Mendengarnya, saya lantas berbalik membelakangi mereka lalu tersenyum tipis sambil "mengamini" curhatannya si mbak itu. "Ya... Kamu benar mbak!". Memang ada tipe orang yang kalau bicara, kita hampir tidak bisa menyela. Kita dipaksa untuk mendengar dia. Dan dia lupa bahwa orang yang mendengar juga punya tingkat "Kebosanan" (kalau tidak mau dikatakan tingkat "Kemuakan").
Dari ketidaksengajaan "menguping" pembicaraan mereka tadi, penting untuk dipahami bahwa yang namanya setiap perjumpaan baru akan berarti kalau ada komunikasi dua arah, karena komunikasi dua arah memberi peluang untuk saling memberi dan menerima, atau saling mengisi satu sama lain.
Jika seseorang hanya dipaksa untuk menerima atau mendengar saja, maka jelas mekanisme memorinya akan kendor dan cepat bosan bahkan muak, sehingga apa yang di dengar akan dianggapnya sebagai "sampah". Alhasil perjumpaan itu tidak ada artinya.
Makanya banyak kejadian, baru sekali ketemu, eh... salah satunya sudah "ilfeel" gak mau ketemuan lagi. Gara-garanya salah satu pihak terlalu mendominasi, sering menyela sebelum selesai atau menempatkan teman bicara sebagai pendengar saja, bukan sebagai teman ngobrol.
Ya kalau kayak gini siapa juga yang mau ketemuan lagi?
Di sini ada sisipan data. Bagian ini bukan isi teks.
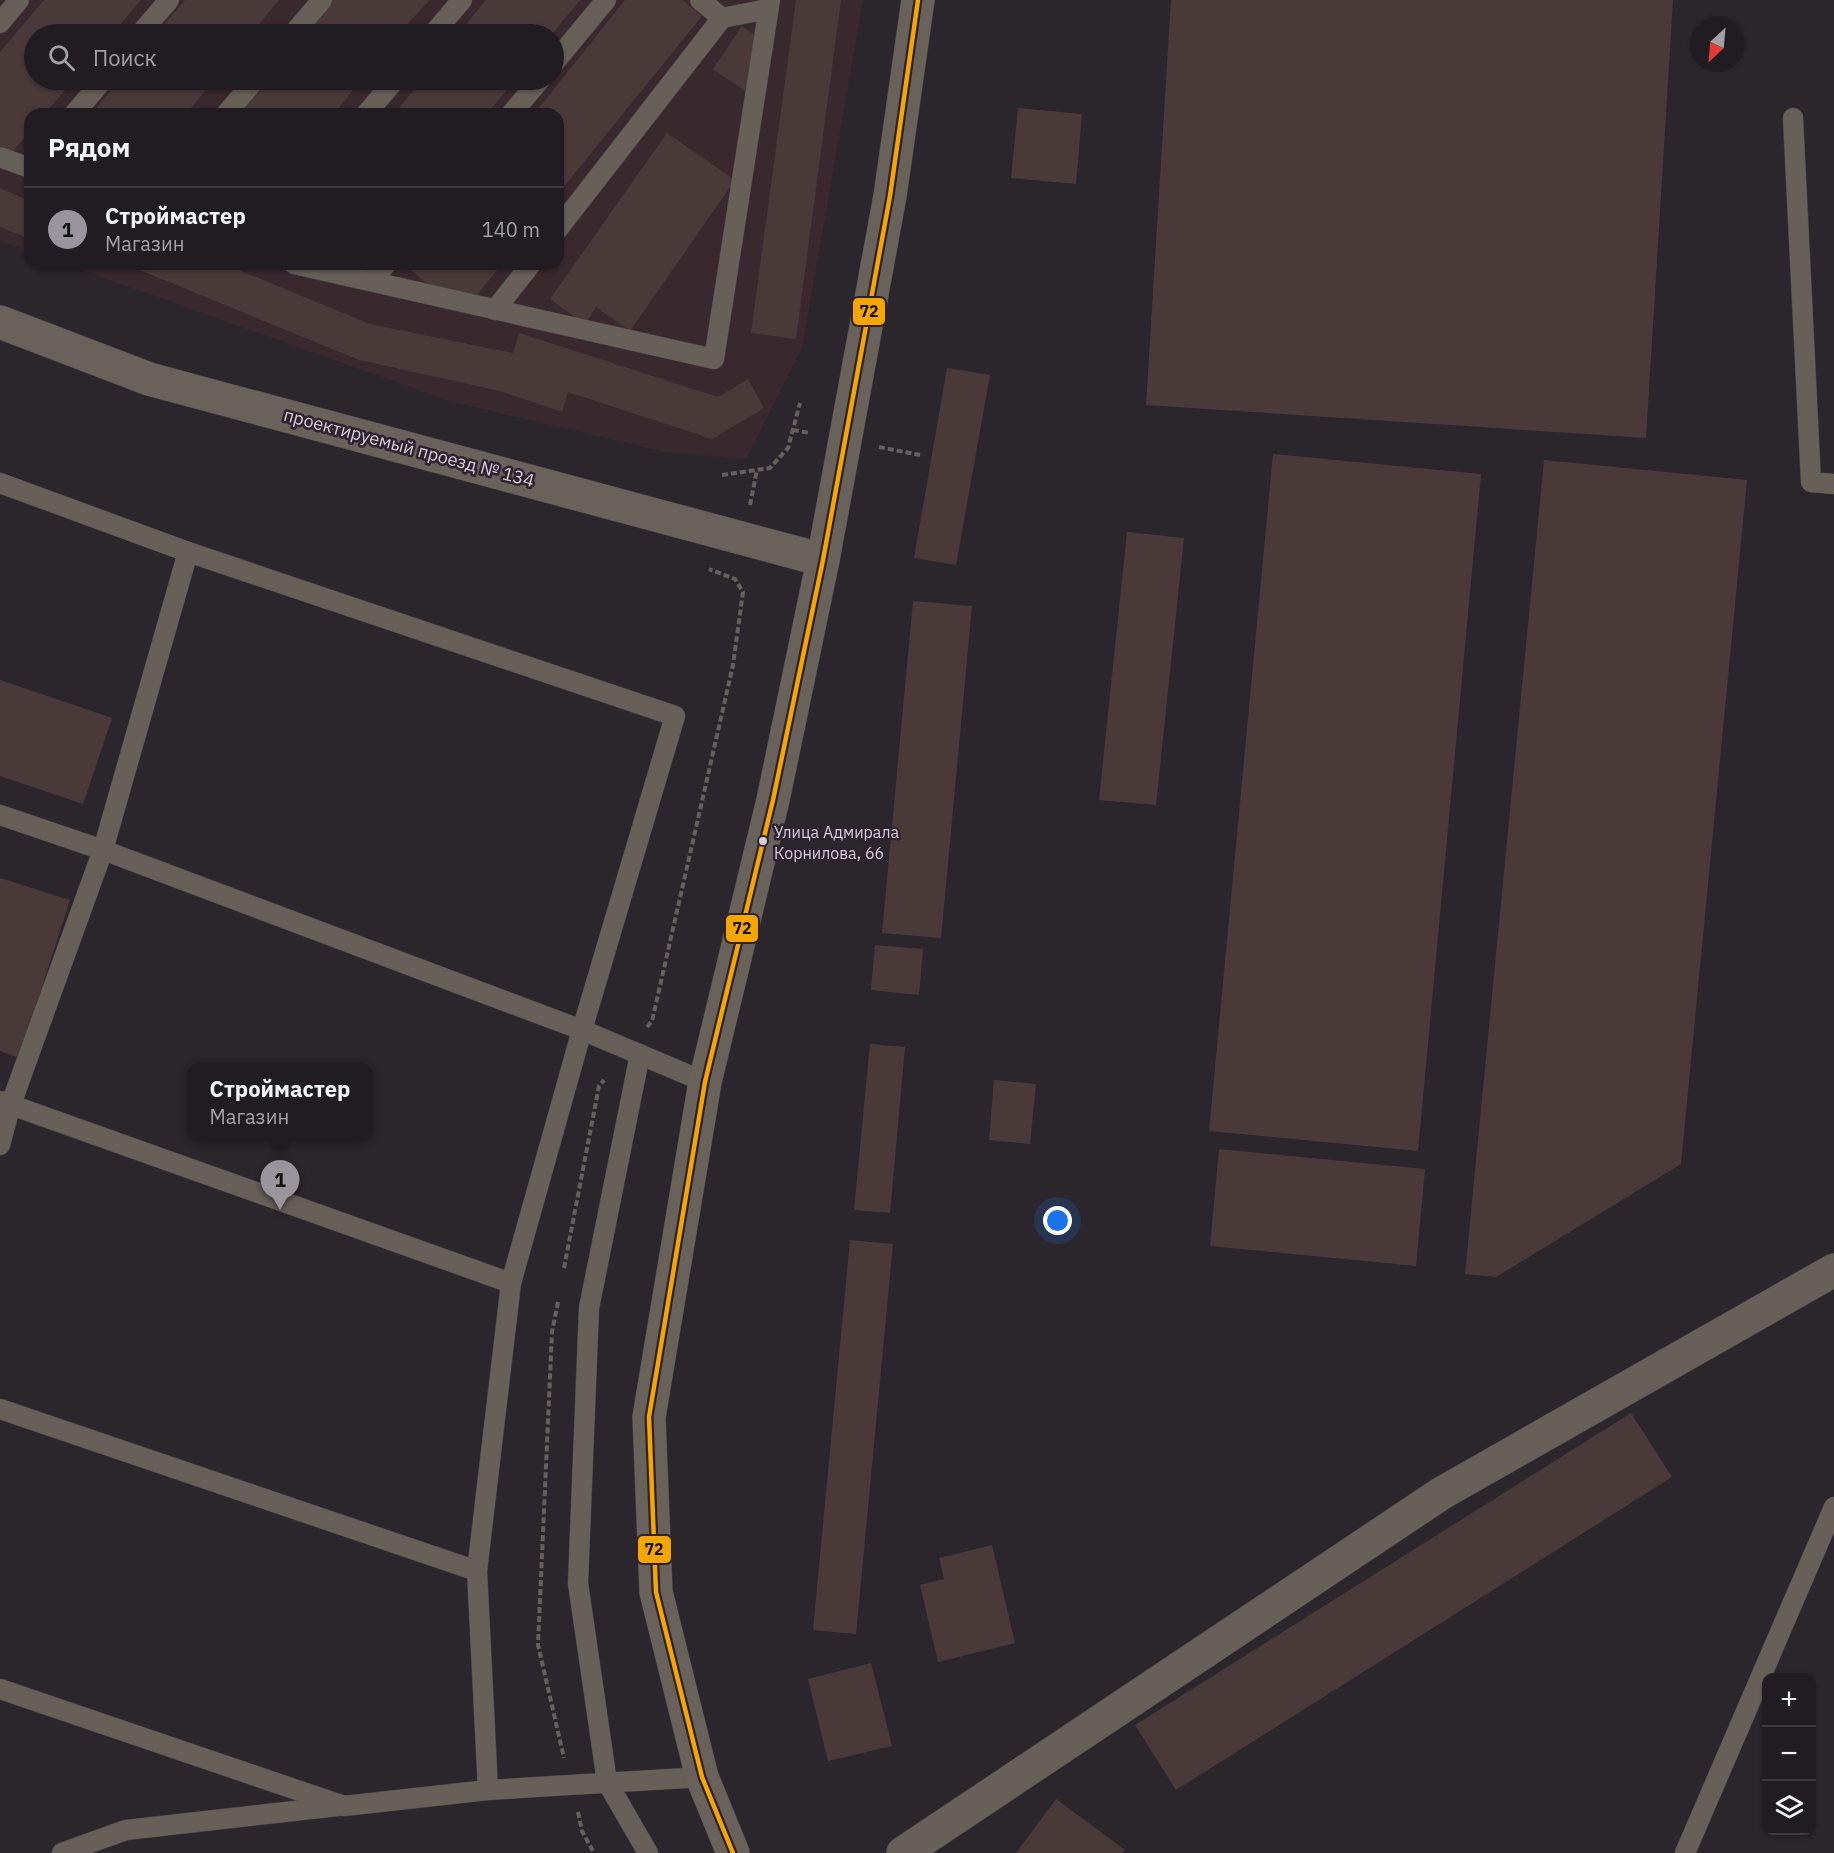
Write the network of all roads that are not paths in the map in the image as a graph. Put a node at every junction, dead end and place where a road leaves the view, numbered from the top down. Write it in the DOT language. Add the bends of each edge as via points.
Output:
graph roads {
  1 [pos="19,0"];
  2 [pos="169,0"];
  3 [pos="322,0"];
  4 [pos="462,0"];
  5 [pos="606,0"];
  6 [pos="700,0"];
  7 [pos="918,0"];
  8 [pos="769,5"];
  9 [pos="722,18"];
  10 [pos="0,22"];
  11 [pos="149,24"];
  12 [pos="302,24"];
  13 [pos="442,24"];
  14 [pos="564,51"];
  15 [pos="94,90"];
  16 [pos="246,90"];
  17 [pos="386,90"];
  18 [pos="531,90"];
  19 [pos="79,108"];
  20 [pos="231,108"];
  21 [pos="371,108"];
  22 [pos="516,108"];
  23 [pos="1792,118"];
  24 [pos="0,157"];
  25 [pos="24,165"];
  26 [pos="564,222"];
  27 [pos="322,270"];
  28 [pos="381,270"];
  29 [pos="526,270"];
  30 [pos="372,281"];
  31 [pos="495,310"];
  32 [pos="0,322"];
  33 [pos="0,483"];
  34 [pos="1834,484"];
  35 [pos="188,552"];
  36 [pos="823,560"];
  37 [pos="0,815"];
  38 [pos="103,850"];
  39 [pos="582,1030"];
  40 [pos="640,1054"];
  41 [pos="705,1082"];
  42 [pos="5,1102"];
  43 [pos="0,1145"];
  44 [pos="1834,1270"];
  45 [pos="511,1283"];
  46 [pos="0,1408"];
  47 [pos="1834,1507"];
  48 [pos="477,1571"];
  49 [pos="0,1689"];
  50 [pos="702,1777"];
  51 [pos="607,1782"];
  52 [pos="488,1790"];
  53 [pos="344,1806"];
  54 [pos="62,1853"];
  55 [pos="648,1853"];
  56 [pos="733,1853"];
  57 [pos="903,1853"];
  58 [pos="1685,1853"];
  1 -- 10 [label="lane"];
  2 -- 11 [label="lane"];
  3 -- 12 [label="lane"];
  4 -- 13 [label="lane"];
  5 -- 14 [label="lane"];
  6 -- 9 [label="lane"];
  7 -- 36 [label="main road" via="890,196"];
  8 -- 9 [label="lane"];
  8 -- 31 [label="lane" via="714,359"];
  9 -- 26 [label="lane"];
  15 -- 19 [label="lane"];
  16 -- 20 [label="lane"];
  17 -- 21 [label="lane"];
  18 -- 22 [label="lane"];
  23 -- 34 [label="lane" via="1811,482"];
  24 -- 25 [label="lane"];
  27 -- 30 [label="lane"];
  28 -- 30 [label="lane"];
  29 -- 31 [label="lane"];
  30 -- 31 [label="lane"];
  32 -- 36 [label="main road, проектируемый проезд № 134" via="149,378"];
  33 -- 35 [label="lane"];
  35 -- 38 [label="lane"];
  35 -- 39 [label="lane" via="675,716"];
  36 -- 41 [label="main road" via="773,800"];
  37 -- 38 [label="lane"];
  38 -- 39 [label="lane"];
  38 -- 42 [label="lane"];
  39 -- 40 [label="lane"];
  39 -- 45 [label="lane"];
  40 -- 41 [label="lane"];
  40 -- 51 [label="lane" via="589,1308 578,1582"];
  41 -- 50 [label="main road" via="649,1417 656,1592"];
  42 -- 43 [label="lane"];
  42 -- 45 [label="lane"];
  44 -- 57 [label="street" via="1442,1493"];
  45 -- 48 [label="lane"];
  46 -- 48 [label="lane"];
  47 -- 58 [label="lane"];
  48 -- 52 [label="lane"];
  49 -- 53 [label="lane"];
  50 -- 51 [label="lane"];
  50 -- 56 [label="main road"];
  51 -- 52 [label="lane"];
  51 -- 55 [label="lane"];
  52 -- 53 [label="lane"];
  53 -- 54 [label="lane" via="126,1830"];
}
Berasa lagi dengerin Monolog Live Show gak sih?
Saya rasa siapapun, tentu tidak akan mau ucapanya tidak dihargai. Kalau mau agar ucapan kita dihargai, kita mesti bersedia mendengarkan teman bicara kita.
Begitu kita obral bicara, sudah harus tahu bahwa di akhir pembicaraan, semua yang kita ucapkan segera "dicampak" karena orang merasa ia hanya dijadikan objek saja, bukan subjek yang dihargai karena ia pun sebetulnya mempunyai pengetahuan yang dapat ia berikan pada kita.
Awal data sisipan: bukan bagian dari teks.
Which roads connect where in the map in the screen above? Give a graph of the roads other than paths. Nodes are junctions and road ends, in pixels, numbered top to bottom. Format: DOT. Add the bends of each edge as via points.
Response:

Percakapan yang sehat pasti melibatkan keseimbangan antara berbicara dan mendengarkan. Pastikan untuk memberikan ruang kepada lawan bicara untuk berbicara dan mengungkapkan pendapat mereka. Jika kita merasa sudah cukup banyak berbicara, berikan kesempatan kepada mereka untuk bicara. Sebaliknya, jika kita merasa lawan bicara cenderung monolog, upayakan untuk memasukkan diri kita ke dalam percakapan dan berbagi pandangan atau pengalaman.
Tentang realitas bicara tanpa henti, orang tibet mempunyai nasihat. Nasihatnya gini: "Banyak bicara banyak bahaya. Diam menjauhkan nasib buruk. Burung kakatua berceloteh dikurung dalam sangkar. Burung-burung yang tak bisa bicara (diam) terbang bebas melayang."
Selamat belajar mendengarkan dan jangan obral bicara, kalau Anda ingin dihargai.